EXERCISE GOAL →
Line by line, return the listing exactly, without any of the images.

MATERIAL TO PROCESS →

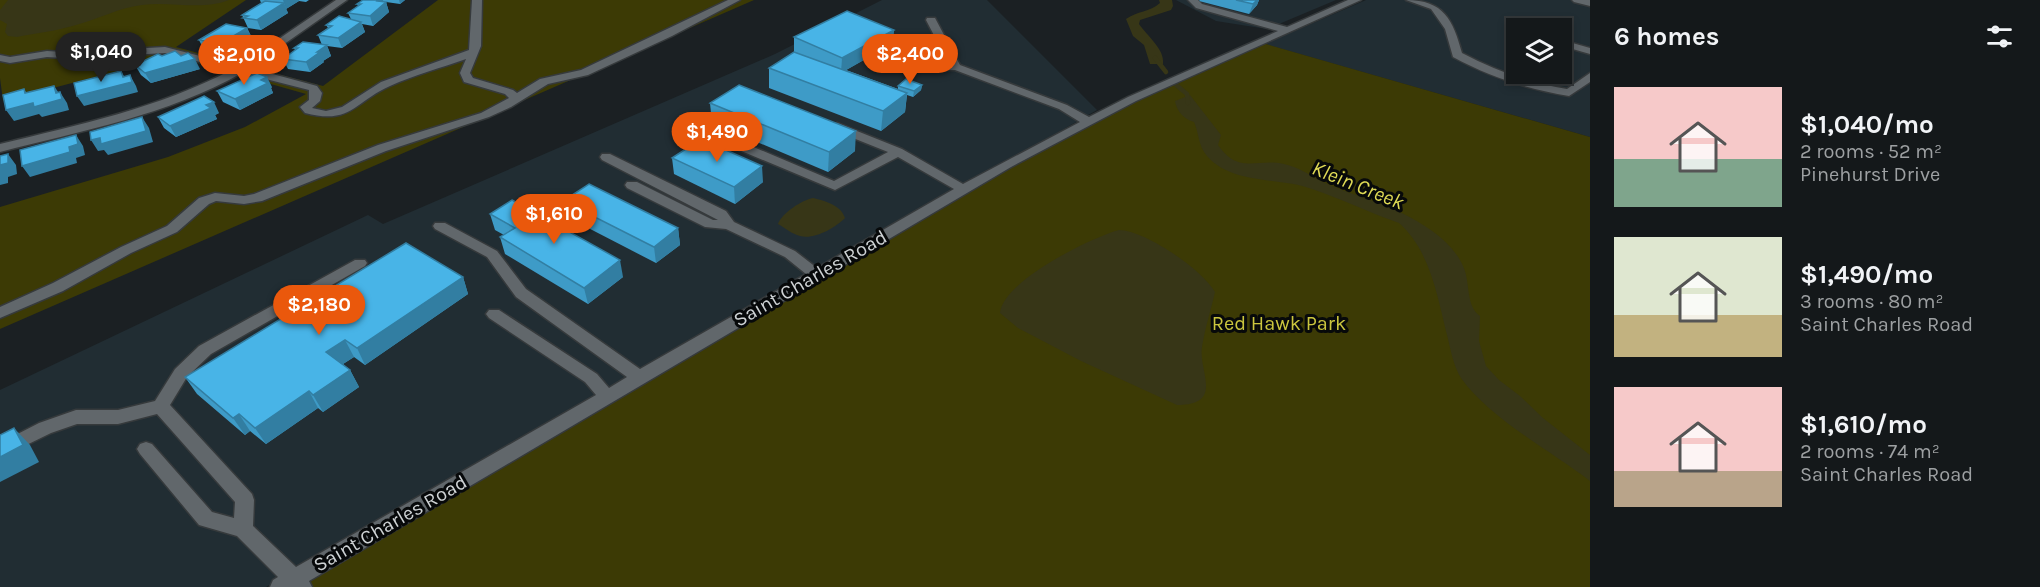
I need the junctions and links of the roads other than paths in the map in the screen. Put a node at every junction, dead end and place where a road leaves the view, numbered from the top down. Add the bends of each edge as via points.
1 (342, 0) edge
2 (477, 0) edge
3 (735, 0) edge
4 (1193, 0) edge
5 (1411, 0) edge
6 (1577, 0) edge
7 (1346, 1) edge
8 (1590, 3) edge
9 (931, 20) dead end
10 (1287, 30) junction
11 (1572, 46) edge
12 (1590, 51) edge
13 (474, 52) junction
14 (0, 58) edge
15 (900, 67) dead end
16 (956, 67) junction
17 (241, 69) junction
18 (1590, 77) edge
19 (517, 99) junction
20 (824, 121) edge
21 (1087, 121) junction
22 (707, 132) dead end
23 (0, 148) edge
24 (898, 152) junction
25 (606, 157) dead end
26 (632, 186) dead end
27 (962, 189) junction
28 (729, 225) junction
29 (440, 226) dead end
30 (360, 263) dead end
31 (816, 274) junction
32 (0, 314) edge
33 (494, 314) dead end
34 (639, 377) junction
35 (606, 396) junction
36 (162, 406) junction
37 (146, 449) dead end
38 (0, 451) edge
39 (243, 529) junction
40 (292, 584) edge

1 - 17 street
2 - 13 street via 473,13 477,39
3 - 19 street via 584,73 544,81
4 - 10 street via 1199,6
5 - 18 street via 1434,7 1450,29 1457,56 1491,74 1569,93
6 - 8 street
7 - 10 street, Saint Charles Road
9 - 16 street
10 - 21 street, Saint Charles Road
11 - 12 street
13 - 17 street via 385,84 354,105 327,115 306,107 314,101 314,88
13 - 19 street via 465,72 468,81 509,92
14 - 17 street via 63,55 108,47 130,52 165,50
15 - 16 street
16 - 21 street via 1063,107
17 - 23 street via 157,106
19 - 32 street via 485,115 382,148 257,198 214,197 204,201 172,229
20 - 24 street
21 - 27 street, Saint Charles Road
22 - 24 street via 835,186
24 - 27 street
25 - 28 street via 721,214
26 - 28 street via 710,224
27 - 31 street, Saint Charles Road
28 - 31 street via 790,254
29 - 34 street via 492,254 521,293
30 - 36 street via 204,350 181,373
31 - 34 street, Saint Charles Road
33 - 35 street via 591,378
34 - 35 street, Saint Charles Road
35 - 40 street, Saint Charles Road
36 - 38 street via 118,417 76,417
36 - 39 street via 245,500
37 - 39 street via 206,519
39 - 40 street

YOUR SOLUTION →
I need the junctions and links of the roads other than paths in the map in the screen. Put a node at every junction, dead end and place where a road leaves the view, numbered from the top down. Add the bends of each edge as via points.
1 (342, 0) edge
2 (477, 0) edge
3 (735, 0) edge
4 (1193, 0) edge
5 (1411, 0) edge
6 (1577, 0) edge
7 (1346, 1) edge
8 (1590, 3) edge
9 (931, 20) dead end
10 (1287, 30) junction
11 (1572, 46) edge
12 (1590, 51) edge
13 (474, 52) junction
14 (0, 58) edge
15 (900, 67) dead end
16 (956, 67) junction
17 (241, 69) junction
18 (1590, 77) edge
19 (517, 99) junction
20 (824, 121) edge
21 (1087, 121) junction
22 (707, 132) dead end
23 (0, 148) edge
24 (898, 152) junction
25 (606, 157) dead end
26 (632, 186) dead end
27 (962, 189) junction
28 (729, 225) junction
29 (440, 226) dead end
30 (360, 263) dead end
31 (816, 274) junction
32 (0, 314) edge
33 (494, 314) dead end
34 (639, 377) junction
35 (606, 396) junction
36 (162, 406) junction
37 (146, 449) dead end
38 (0, 451) edge
39 (243, 529) junction
40 (292, 584) edge

1 - 17 street
2 - 13 street via 473,13 477,39
3 - 19 street via 584,73 544,81
4 - 10 street via 1199,6
5 - 18 street via 1434,7 1450,29 1457,56 1491,74 1569,93
6 - 8 street
7 - 10 street, Saint Charles Road
9 - 16 street
10 - 21 street, Saint Charles Road
11 - 12 street
13 - 17 street via 385,84 354,105 327,115 306,107 314,101 314,88
13 - 19 street via 465,72 468,81 509,92
14 - 17 street via 63,55 108,47 130,52 165,50
15 - 16 street
16 - 21 street via 1063,107
17 - 23 street via 157,106
19 - 32 street via 485,115 382,148 257,198 214,197 204,201 172,229
20 - 24 street
21 - 27 street, Saint Charles Road
22 - 24 street via 835,186
24 - 27 street
25 - 28 street via 721,214
26 - 28 street via 710,224
27 - 31 street, Saint Charles Road
28 - 31 street via 790,254
29 - 34 street via 492,254 521,293
30 - 36 street via 204,350 181,373
31 - 34 street, Saint Charles Road
33 - 35 street via 591,378
34 - 35 street, Saint Charles Road
35 - 40 street, Saint Charles Road
36 - 38 street via 118,417 76,417
36 - 39 street via 245,500
37 - 39 street via 206,519
39 - 40 street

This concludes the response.